Required work: The answer must consist of every record below, transcribed exactly.

[Collected data]
+ + + + + + +

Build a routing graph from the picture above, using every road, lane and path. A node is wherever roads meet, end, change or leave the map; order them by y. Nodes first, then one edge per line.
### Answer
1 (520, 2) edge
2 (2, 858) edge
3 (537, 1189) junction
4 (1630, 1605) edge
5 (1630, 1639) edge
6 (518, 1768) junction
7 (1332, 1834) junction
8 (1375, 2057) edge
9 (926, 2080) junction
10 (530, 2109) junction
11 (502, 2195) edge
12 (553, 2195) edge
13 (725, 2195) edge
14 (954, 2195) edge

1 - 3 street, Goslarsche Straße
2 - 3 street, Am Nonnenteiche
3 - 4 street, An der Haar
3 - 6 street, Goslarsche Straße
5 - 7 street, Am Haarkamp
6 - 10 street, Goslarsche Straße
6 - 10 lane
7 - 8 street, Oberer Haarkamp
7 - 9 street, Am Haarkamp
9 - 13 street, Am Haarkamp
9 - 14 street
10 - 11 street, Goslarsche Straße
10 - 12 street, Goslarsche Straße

+ + + + + + +

Task output:
Build a routing graph from the picture above, using every road, lane and path. A node is wherever roads meet, end, change or leave the map; order them by y. Nodes first, then one edge per line.
### Answer
1 (520, 2) edge
2 (2, 858) edge
3 (537, 1189) junction
4 (1630, 1605) edge
5 (1630, 1639) edge
6 (518, 1768) junction
7 (1332, 1834) junction
8 (1375, 2057) edge
9 (926, 2080) junction
10 (530, 2109) junction
11 (502, 2195) edge
12 (553, 2195) edge
13 (725, 2195) edge
14 (954, 2195) edge

1 - 3 street, Goslarsche Straße
2 - 3 street, Am Nonnenteiche
3 - 4 street, An der Haar
3 - 6 street, Goslarsche Straße
5 - 7 street, Am Haarkamp
6 - 10 street, Goslarsche Straße
6 - 10 lane
7 - 8 street, Oberer Haarkamp
7 - 9 street, Am Haarkamp
9 - 13 street, Am Haarkamp
9 - 14 street
10 - 11 street, Goslarsche Straße
10 - 12 street, Goslarsche Straße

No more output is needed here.